Essay: Karl Marx’s ground for organization

August 30, 2014

From the September-October 2014 issue of News & Letters

by Franklin Dmitryev

In the era of Arab Spring, the creativity of masses in motion has brought new life to the question of revolutionary organization. From the Arab countries to Israel, from Spain to Occupy Wall Street, the mass occupation of public spaces has been the most visible form of organization.

There has been much analysis and debate over why these movements have been so successful in challenging the existing social order, in some cases bringing about political revolutions, yet have not uprooted that order in social revolutions.

Not to be overlooked among their accomplishments is the revival of a spirit of revolution. The North African revolutions smashed the vanguardist views that revolution was no longer possible unless a party leads the masses, or that they require a blueprint to convince them of the viability of an alternative to capitalism.

Unfortunately, the broader debate has hardly touched on the relationship between organizational forms of masses in motion and the organization of thought. Consider analyses of the Occupy Movement. Those who appreciate its creative forms of organization generally act as if the movement’s spontaneous development can substitute for the role of ideas in setting its direction.[1]

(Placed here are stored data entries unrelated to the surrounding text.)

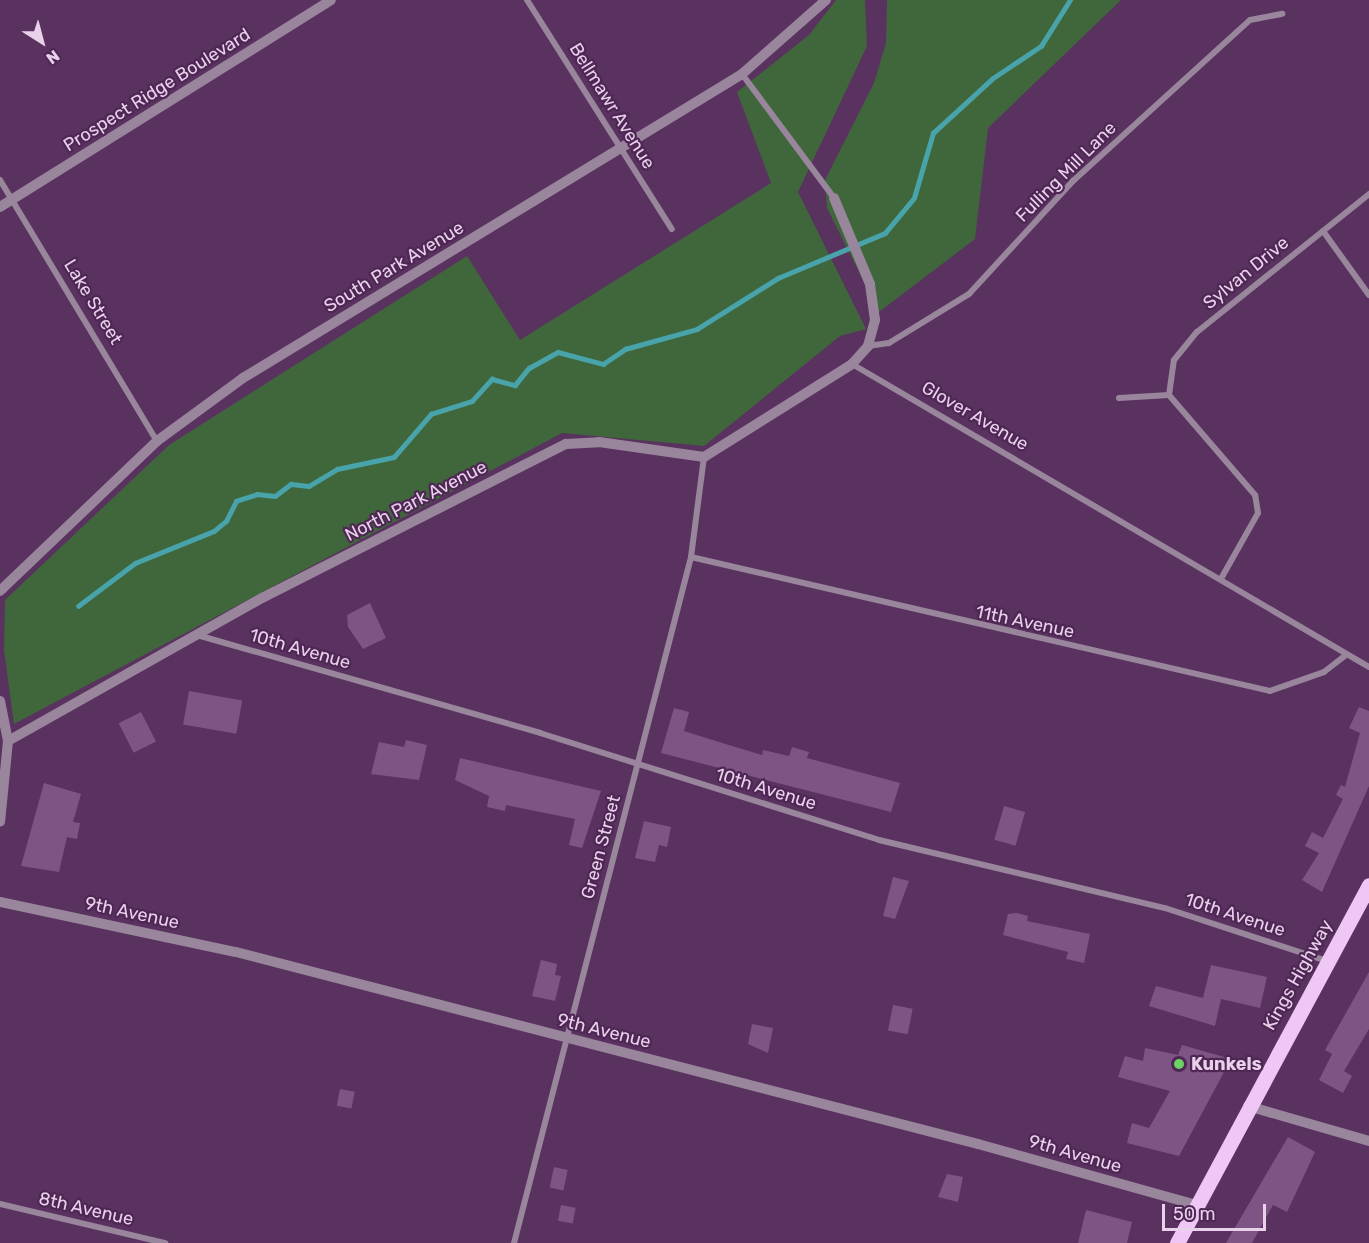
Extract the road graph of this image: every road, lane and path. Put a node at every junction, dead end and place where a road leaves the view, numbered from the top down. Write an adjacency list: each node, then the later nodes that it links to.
1 (331, 0): 10 (street, Prospect Ridge Boulevard)
2 (527, 0): 6 (street, Bellmawr Avenue)
3 (826, 0): 5 (street, South Park Avenue)
4 (1282, 14): 15 (street, Fulling Mill Lane)
5 (742, 74): 6 (street, South Park Avenue); 9 (street)
6 (620, 147): 12 (street, Bellmawr Avenue); 19 (street, South Park Avenue)
7 (0, 180): 10 (street, Lake Street)
8 (1369, 194): 13 (street, Sylvan Drive)
9 (834, 198): 15 (street)
10 (13, 200): 11 (street, Prospect Ridge Boulevard); 19 (street, Lake Street)
11 (0, 207)
12 (672, 229)
13 (1323, 231): 14 (street); 17 (street, Sylvan Drive)
14 (1369, 295)
15 (868, 346): 16 (street)
16 (852, 364): 20 (street); 22 (street, Glover Avenue)
17 (1169, 395): 18 (street); 22 (street)
18 (1119, 398)
19 (157, 441): 23 (street, South Park Avenue)
20 (704, 457): 21 (street, Green Street); 24 (street, North Park Avenue)
21 (691, 557): 25 (street, 11th Avenue); 29 (street, Green Street)
22 (1222, 577): 25 (street, Glover Avenue)
23 (0, 591)
24 (197, 635): 28 (street, North Park Avenue); 29 (street, 10th Avenue)
25 (1346, 655): 26 (street, Glover Avenue)
26 (1369, 667)
27 (0, 701): 28 (street)
28 (8, 741): 30 (street)
29 (638, 764): 33 (street, 10th Avenue); 34 (street, Green Street)
30 (0, 822)
31 (1369, 885): 33 (main road, Kings Highway)
32 (0, 902): 34 (street, 9th Avenue)
33 (1328, 962): 35 (main road, Kings Highway)
34 (567, 1038): 38 (street, 9th Avenue); 40 (street, Green Street)
35 (1248, 1107): 36 (street); 38 (main road, Kings Highway)
36 (1369, 1141)
37 (0, 1204): 39 (street, 8th Avenue)
38 (1197, 1205): 41 (main road, Kings Highway)
39 (165, 1243)
40 (514, 1243)
41 (1177, 1243)

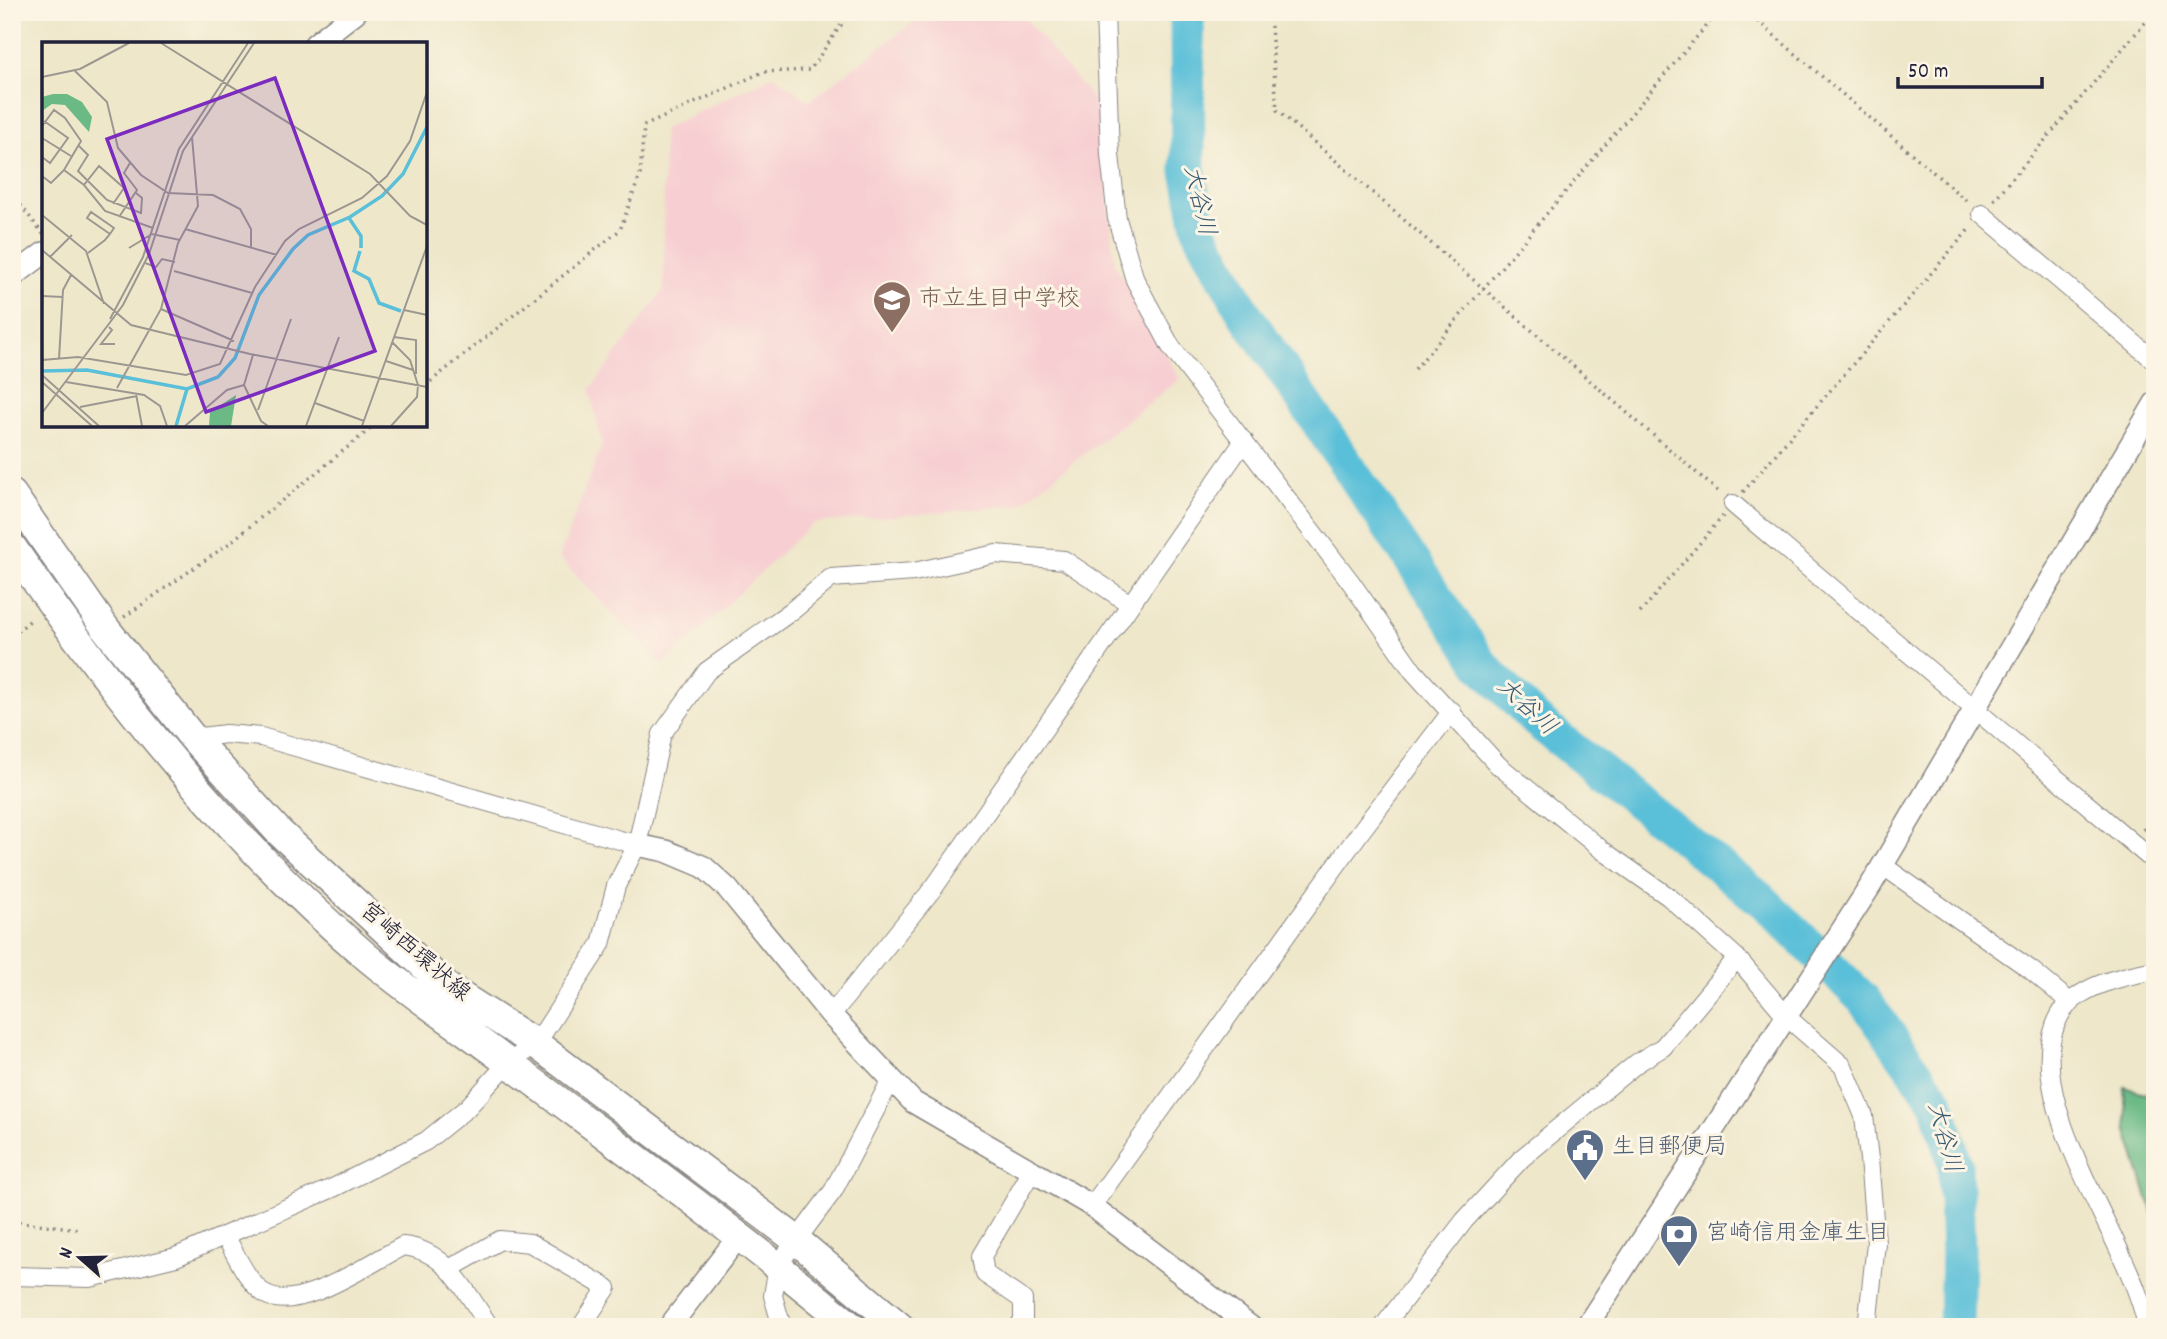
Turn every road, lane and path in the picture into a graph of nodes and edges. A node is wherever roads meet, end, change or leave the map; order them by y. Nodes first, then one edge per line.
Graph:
1 (356, 12) edge
2 (832, 12) edge
3 (1105, 12) edge
4 (1270, 12) edge
5 (1718, 12) edge
6 (1748, 12) edge
7 (2154, 12) edge
8 (318, 42) edge
9 (12, 194) edge
10 (1982, 214) junction
11 (42, 232) edge
12 (42, 254) edge
13 (12, 277) edge
14 (1485, 289) junction
15 (2155, 362) edge
16 (1415, 369) dead end
17 (427, 384) edge
18 (2155, 402) edge
19 (373, 427) edge
20 (1244, 441) junction
21 (12, 494) edge
22 (1733, 505) junction
23 (12, 547) edge
24 (51, 603) junction
25 (1130, 604) junction
26 (1640, 613) dead end
27 (106, 629) junction
28 (12, 636) edge
29 (1974, 709) junction
30 (1452, 711) junction
31 (193, 738) junction
32 (637, 845) junction
33 (2155, 862) edge
34 (1882, 865) junction
35 (1737, 958) junction
36 (2155, 971) edge
37 (2071, 1003) junction
38 (831, 1015) junction
39 (1788, 1018) junction
40 (536, 1044) junction
41 (509, 1063) junction
42 (891, 1080) junction
43 (1032, 1171) junction
44 (1092, 1206) junction
45 (12, 1220) edge
46 (79, 1228) dead end
47 (225, 1236) junction
48 (739, 1236) junction
49 (795, 1239) junction
50 (778, 1265) junction
51 (449, 1269) junction
52 (12, 1276) edge
53 (490, 1327) edge
54 (581, 1327) edge
55 (669, 1327) edge
56 (782, 1327) edge
57 (852, 1327) edge
58 (900, 1327) edge
59 (1017, 1327) edge
60 (1251, 1327) edge
61 (1383, 1327) edge
62 (1586, 1327) edge
63 (1867, 1327) edge
64 (2147, 1327) edge

1 - 8 street
2 - 17 path
3 - 20 street
4 - 14 path
5 - 14 path
6 - 10 path
7 - 10 path
9 - 11 path
10 - 15 street
10 - 22 path
12 - 13 street
14 - 16 path
14 - 22 path
18 - 29 street
19 - 27 path
20 - 25 street
20 - 30 street
21 - 27 main road, 宮崎西環状線
22 - 26 path
22 - 29 street
23 - 24 main road, 宮崎西環状線
24 - 28 path
24 - 41 main road, 宮崎西環状線
25 - 32 street
25 - 38 street
27 - 31 main road, 宮崎西環状線
29 - 33 street
29 - 34 street
30 - 35 street
30 - 44 street
31 - 32 street
31 - 40 main road, 宮崎西環状線
32 - 38 street
32 - 40 street
34 - 37 street
34 - 39 street
35 - 39 street
35 - 61 street
36 - 37 street
37 - 64 street
38 - 42 street
39 - 62 street
39 - 63 street
40 - 41 street
40 - 49 main road, 宮崎西環状線
41 - 47 street
41 - 48 main road, 宮崎西環状線
42 - 43 street
42 - 49 street
43 - 44 street
43 - 59 street
44 - 60 street
45 - 46 path
47 - 51 street
47 - 52 street
48 - 50 main road, 宮崎西環状線
48 - 55 street
49 - 50 street
49 - 58 main road, 宮崎西環状線
50 - 56 street
50 - 57 main road, 宮崎西環状線
51 - 53 street
51 - 54 street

The pitfalls of this attitude can be seen more clearly where a revolution did overthrow a dictator, as in Egypt. The relations and ideas of the old order find ways of rearing their heads–not only through outside military and economic force, but from contradictions within the revolution. The attempt to make a “non-ideological” revolution allowed the default ideology of capitalist society, equating freedom with elections plus markets, to eclipse the self-activity of the masses and their forms of self-organization.

The alternative to leaving all responsibility for ideas on the shoulders of spontaneity cannot be the widely discredited concept of the “vanguard party to lead.” The philosophy of revolution in permanence as an organization of thought must find an organizational expression, not to command or replace the movement from practice, but to unchain its self-development through a new relationship of theory and practice.

MARX’S CONCEPT OF ORGANIZATION

Raya Dunayevskaya, the founder of Marxist-Humanism, began exploring this question well before the vanguard party fell into disfavor. A key aspect was the inseparability of Karl Marx’s concept of organization with his concept of revolution, as seen in his Critique of the Gotha Program (CGP).

The Gotha Program was written by a leader of a socialist party in Germany that was thought of as “Marxist”—though not by Marx—as the basis for merging with another socialist party in 1875. Marx criticized it for taking an “outrageous step backwards” from the scientific understanding that he had forged of capitalism and its transcendence.[2] He mailed his scathing critique to the party leaders, who, however, did little with it. CGP was not published until 1891, years after Marx died.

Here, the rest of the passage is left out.